(Records from a data source)
-------------------------
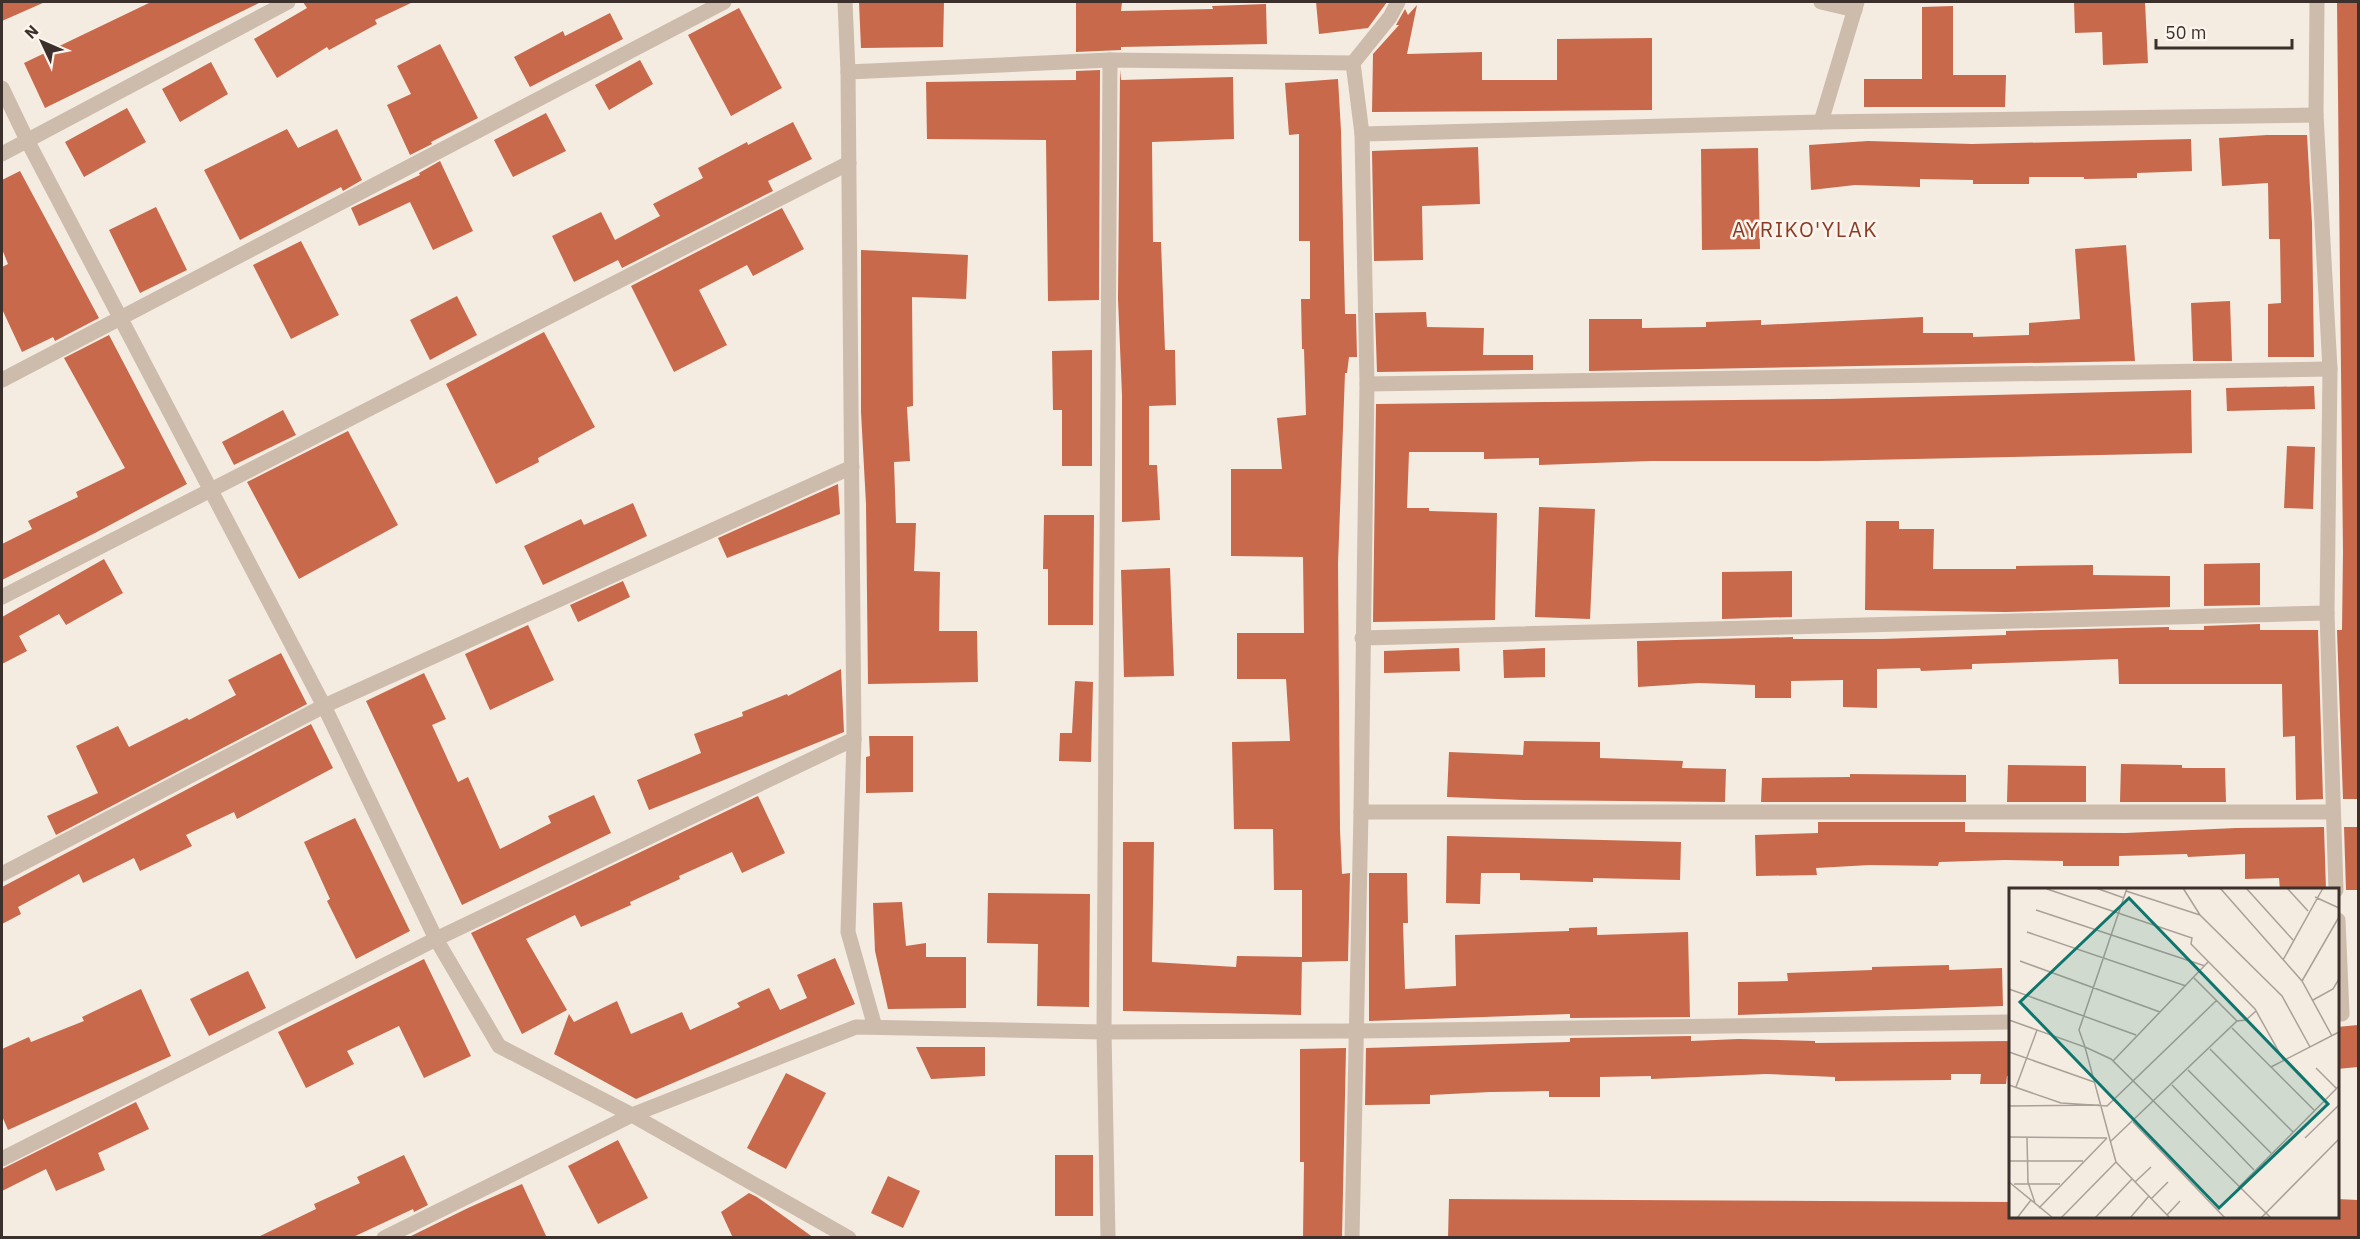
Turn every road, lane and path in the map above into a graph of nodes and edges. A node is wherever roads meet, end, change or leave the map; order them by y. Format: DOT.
graph roads {
  1 [pos="288,2"];
  2 [pos="724,2"];
  3 [pos="844,2"];
  4 [pos="1398,2"];
  5 [pos="1821,2"];
  6 [pos="2317,2"];
  7 [pos="1856,6"];
  8 [pos="1110,60"];
  9 [pos="1353,63"];
  10 [pos="848,72"];
  11 [pos="2,88"];
  12 [pos="2316,115"];
  13 [pos="1821,122"];
  14 [pos="1362,134"];
  15 [pos="27,140"];
  16 [pos="2,154"];
  17 [pos="849,163"];
  18 [pos="120,318"];
  19 [pos="2330,369"];
  20 [pos="2,380"];
  21 [pos="1367,384"];
  22 [pos="852,467"];
  23 [pos="211,488"];
  24 [pos="2,597"];
  25 [pos="2327,613"];
  26 [pos="1362,638"];
  27 [pos="324,706"];
  28 [pos="854,739"];
  29 [pos="1361,812"];
  30 [pos="2332,812"];
  31 [pos="2,874"];
  32 [pos="2336,888"];
  33 [pos="436,939"];
  34 [pos="2339,984"];
  35 [pos="2358,1013"];
  36 [pos="2340,1015"];
  37 [pos="2009,1022"];
  38 [pos="875,1027"];
  39 [pos="1357,1031"];
  40 [pos="1104,1032"];
  41 [pos="632,1115"];
  42 [pos="2,1159"];
  43 [pos="384,1238"];
  44 [pos="849,1238"];
  45 [pos="1108,1238"];
  46 [pos="1352,1238"];
  1 -- 15 [label="street"];
  2 -- 18 [label="street"];
  3 -- 10 [label="street"];
  4 -- 9 [label="street"];
  5 -- 7 [label="street"];
  6 -- 12 [label="street"];
  7 -- 13 [label="street"];
  8 -- 9 [label="street"];
  8 -- 10 [label="street"];
  8 -- 40 [label="street"];
  9 -- 14 [label="street"];
  10 -- 17 [label="street"];
  11 -- 15 [label="street"];
  12 -- 13 [label="street"];
  12 -- 19 [label="street"];
  13 -- 14 [label="street"];
  14 -- 21 [label="street"];
  15 -- 16 [label="street"];
  15 -- 18 [label="street"];
  17 -- 22 [label="street"];
  17 -- 23 [label="street"];
  18 -- 20 [label="street"];
  18 -- 23 [label="street"];
  19 -- 21 [label="street"];
  19 -- 25 [label="street"];
  21 -- 26 [label="street"];
  22 -- 27 [label="street"];
  22 -- 28 [label="street"];
  23 -- 24 [label="street"];
  23 -- 27 [label="street"];
  25 -- 26 [label="street"];
  25 -- 30 [label="street"];
  26 -- 29 [label="street"];
  27 -- 31 [label="street"];
  27 -- 33 [label="street"];
  28 -- 33 [label="street"];
  28 -- 38 [label="street"];
  29 -- 30 [label="street"];
  29 -- 39 [label="street"];
  30 -- 32 [label="street"];
  33 -- 41 [label="street"];
  33 -- 42 [label="street"];
  34 -- 36 [label="street"];
  35 -- 36 [label="street"];
  37 -- 39 [label="street"];
  38 -- 40 [label="street"];
  38 -- 41 [label="street"];
  39 -- 40 [label="street"];
  39 -- 46 [label="street"];
  40 -- 45 [label="street"];
  41 -- 43 [label="street"];
  41 -- 44 [label="street"];
}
-------------------------
:: Assignment ::
Filter the entries down to the lines that hold "roads". Copy those lines.

:: Result of this task ::
Turn every road, lane and path in the map above into a graph of nodes and edges. A node is wherever roads meet, end, change or leave the map; order them by y. Format: DOT.
graph roads {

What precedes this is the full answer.